The calculation for max concurrent searches is

(max_searches_per_cpu * cpu_count + base_max_searches) * num_search_members

where ...

max_searches_per_cpu - is a setting in limits.conf -> search stanza
cpu_count - is actual real cores not virtual cores
base_max_searches - is a setting in limits.conf -> search stanza
num_search_members - is the number search heads in the cluster

The calculation for actual concurrent searches

Data is in the _audit index

The logic consists of

find the start time of a search and increment the count +1
find the end time of a search and decrement the count -1
using streamstats one can achieve a running count
the start time is found by using _time=exec_time
the end time is found using _time=exec_time+total_run_time
use makemv and mvexpand to generate the start and end times

Example Timechart

max concurrent searches is overlayed
search type is stacked

Search

Replace <search_heads> with your search head(s)

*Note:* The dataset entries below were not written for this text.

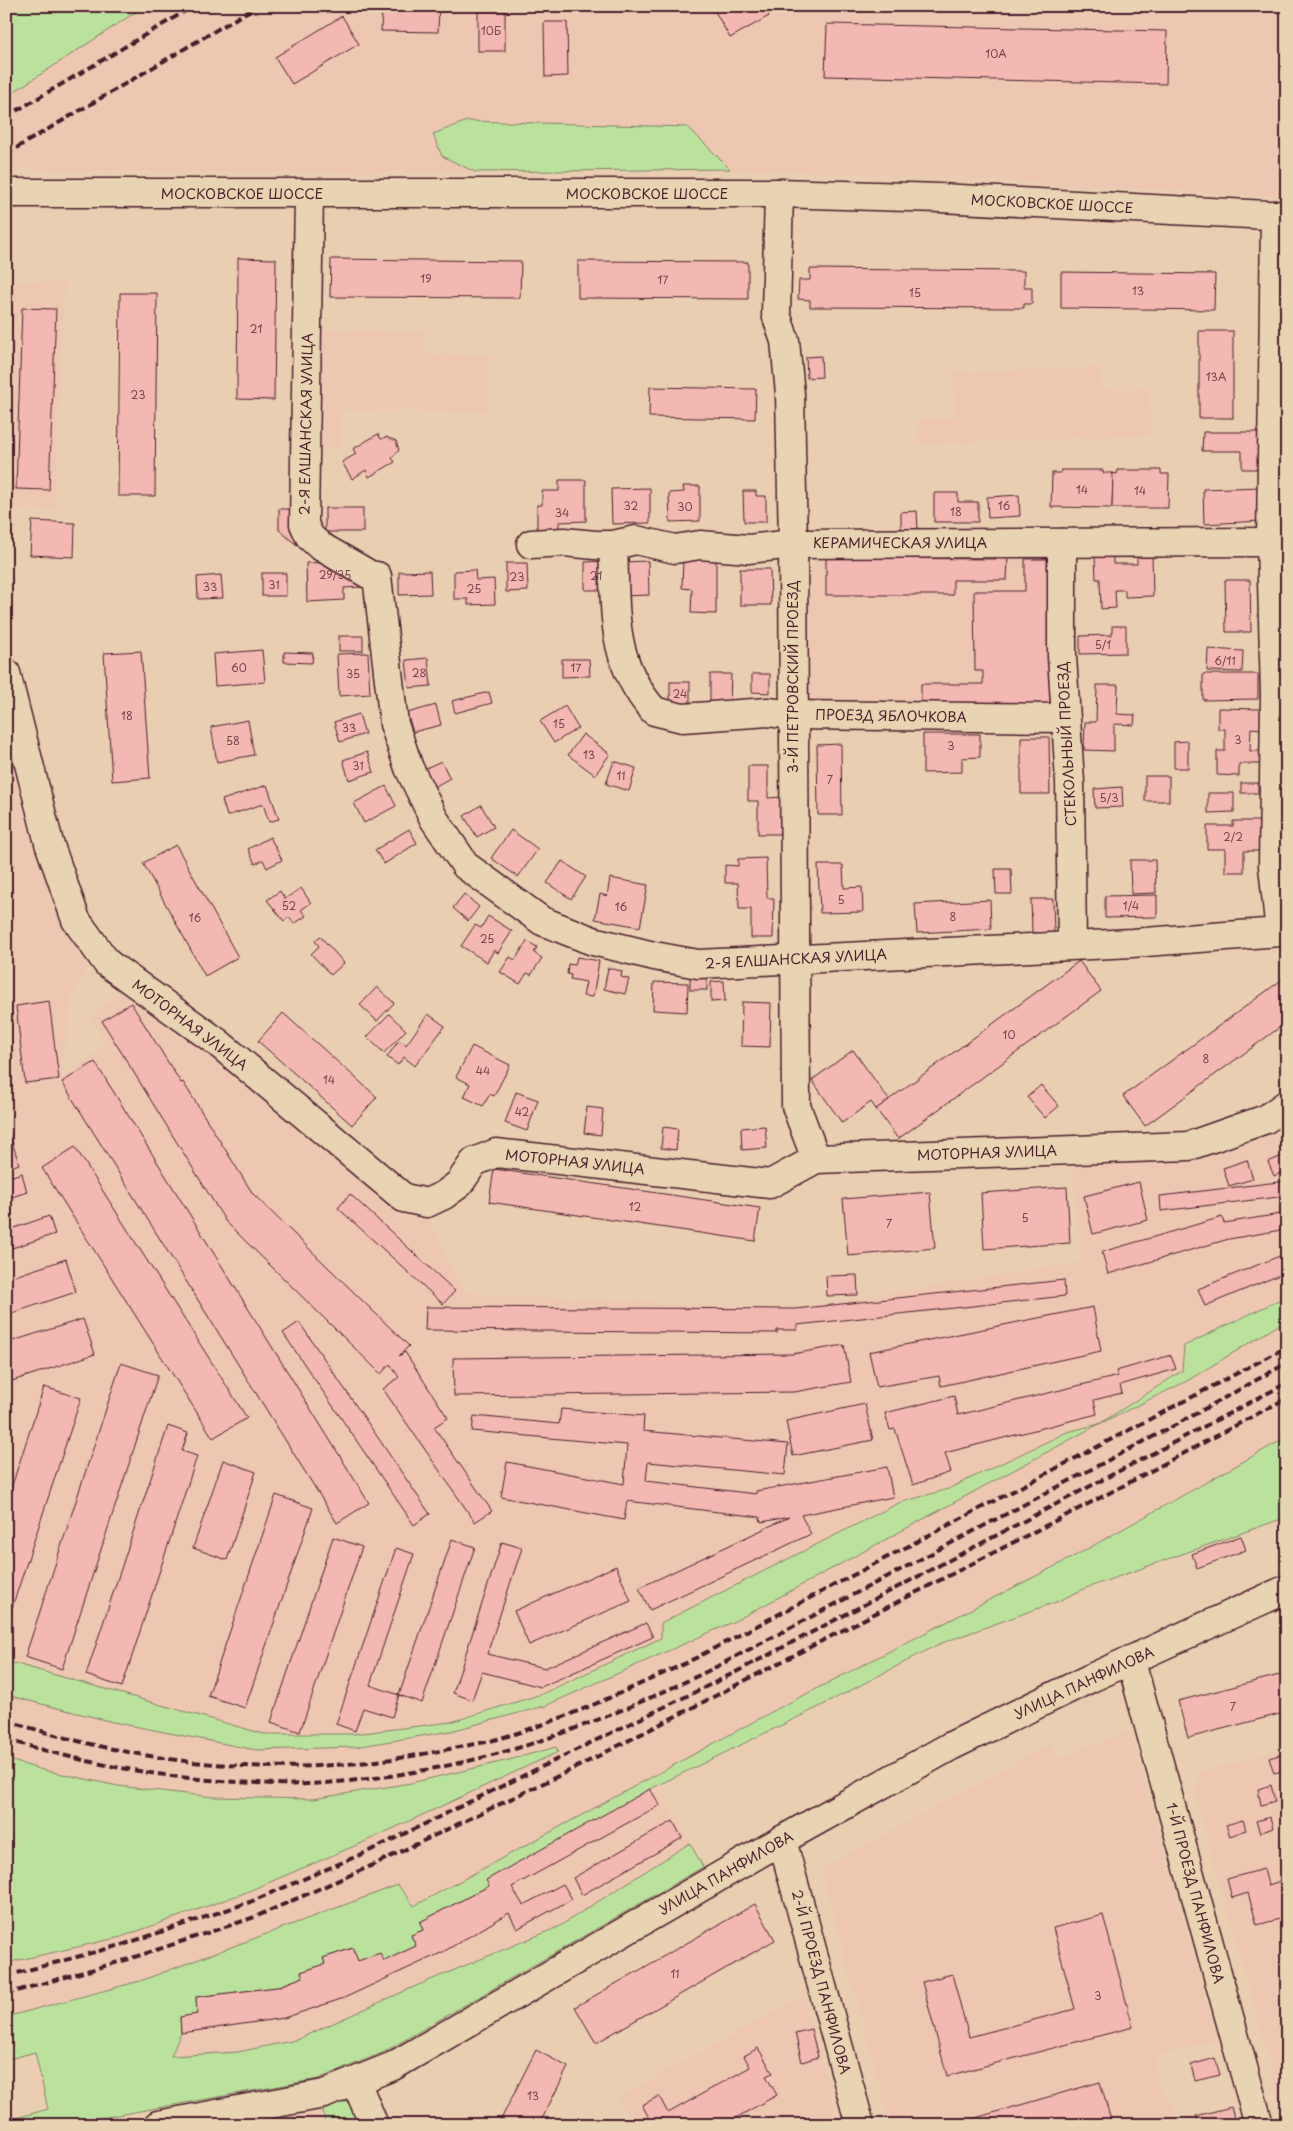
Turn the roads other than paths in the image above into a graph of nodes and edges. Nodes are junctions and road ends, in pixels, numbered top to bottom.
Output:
1 (6, 193) edge
2 (309, 194) junction
3 (779, 194) junction
4 (1281, 215) edge
5 (1271, 542) junction
6 (1062, 543) junction
7 (531, 544) dead end
8 (793, 544) junction
9 (613, 545) junction
10 (6, 673) edge
11 (792, 716) junction
12 (1065, 718) junction
13 (1072, 945) junction
14 (794, 958) junction
15 (1287, 1104) edge
16 (816, 1159) junction
17 (1287, 1589) edge
18 (1131, 1660) junction
19 (782, 1840) junction
20 (356, 2082) junction
21 (158, 2125) edge
22 (374, 2125) edge
23 (860, 2125) edge
24 (1259, 2125) edge

1 - 2 street, МОСКОВСКОЕ ШОССЕ
2 - 3 street, МОСКОВСКОЕ ШОССЕ
2 - 14 street, 2-Я ЕЛШАНСКАЯ УЛИЦА
3 - 4 street, МОСКОВСКОЕ ШОССЕ
3 - 8 street, 3-Й ПЕТРОВСКИЙ ПРОЕЗД
4 - 5 street
5 - 6 street, КЕРАМИЧЕСКАЯ УЛИЦА
5 - 13 street, 2-Я ЕЛШАНСКАЯ УЛИЦА
6 - 8 street, КЕРАМИЧЕСКАЯ УЛИЦА
6 - 12 street, СТЕКОЛЬНЫЙ ПРОЕЗД
7 - 9 street, КЕРАМИЧЕСКАЯ УЛИЦА
8 - 9 street, КЕРАМИЧЕСКАЯ УЛИЦА
8 - 11 street, 3-Й ПЕТРОВСКИЙ ПРОЕЗД
9 - 11 street, ПРОЕЗД ЯБЛОЧКОВА
10 - 16 street, МОТОРНАЯ УЛИЦА
11 - 12 street, ПРОЕЗД ЯБЛОЧКОВА
11 - 14 street, 3-Й ПЕТРОВСКИЙ ПРОЕЗД
12 - 13 street, СТЕКОЛЬНЫЙ ПРОЕЗД
13 - 14 street, 2-Я ЕЛШАНСКАЯ УЛИЦА
14 - 16 street, 3-Й ПЕТРОВСКИЙ ПРОЕЗД
15 - 16 street, МОТОРНАЯ УЛИЦА
17 - 18 street, УЛИЦА ПАНФИЛОВА
18 - 19 street, УЛИЦА ПАНФИЛОВА
18 - 24 street, 1-Й ПРОЕЗД ПАНФИЛОВА
19 - 20 street, УЛИЦА ПАНФИЛОВА
19 - 23 street, 2-Й ПРОЕЗД ПАНФИЛОВА
20 - 21 street, УЛИЦА ПАНФИЛОВА
20 - 22 street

index=_audit action=search host=<search_heads> NOT "search_id='rsa_scheduler"
| fields - _raw
| eval search_type=case(match(search_id,"scheduler_"),"Scheduled",match(search_id,"SummaryDirector"),"Summarize")
| eval search_type=if(isnull(search_type),"Ad-Hoc",search_type)
| eval end_time=exec_time + total_run_time
| eval events=exec_time + " " + search_type + " 1:" + end_time + " " + search_type +" -1"
| fields _time events
| makemv delim=":" events
| mvexpand events
| rex field=events "(?<_time>\S+)\s+(?<type>\S+)\s+(?<incr>\S+)"
| fields - events
| sort 0 _time
| streamstats current=f sum(incr) as concur by type
| timechart span=30s first(concur) by type
| eval "max search concurrency" = [
| rest /services/properties/limits/search/max_searches_per_cpu
| fields splunk_server value
| rename value as max_searches_per_cpu
| append [
| rest /services/properties/limits/search/base_max_searches
| fields splunk_server value
| rename value as base_max_searches
]
| append [
| rest splunk_server=<search_heads> /services/server/status/resource-usage/hostwide
| eval cpu_count = if(isnull(cpu_count), "0", cpu_count)
| fields splunk_server cpu_count
]
| stats values(max_searches_per_cpu) as max_searches_per_cpu values(base_max_searches) as base_max_searches values(cpu_count) as cpu_count by splunk_server
| eval instance_max_concurrent_searches = (max_searches_per_cpu * cpu_count + base_max_searches)
| stats sum(instance_max_concurrent_searches) as max
| return $max
]

Please Upvote if you fine helpful

View solution in original post

dexterp · ‎01-19-2021

The Answer.

The calculation for max concurrent searches is

(max_searches_per_cpu * cpu_count + base_max_searches) * num_search_members

where ...

max_searches_per_cpu - is a setting in limits.conf -> search stanza
cpu_count - is actual real cores not virtual cores
base_max_searches - is a setting in limits.conf -> search stanza
num_search_members - is the number search heads in the cluster

The calculation for actual concurrent searches

Data is in the _audit index

The logic consists of

find the start time of a search and increment the count +1
find the end time of a search and decrement the count -1
using streamstats one can achieve a running count
the start time is found by using _time=exec_time
the end time is found using _time=exec_time+total_run_time
use makemv and mvexpand to generate the start and end times

Example Timechart

max concurrent searches is overlayed
search type is stacked

Search

Replace <search_heads> with your search head(s)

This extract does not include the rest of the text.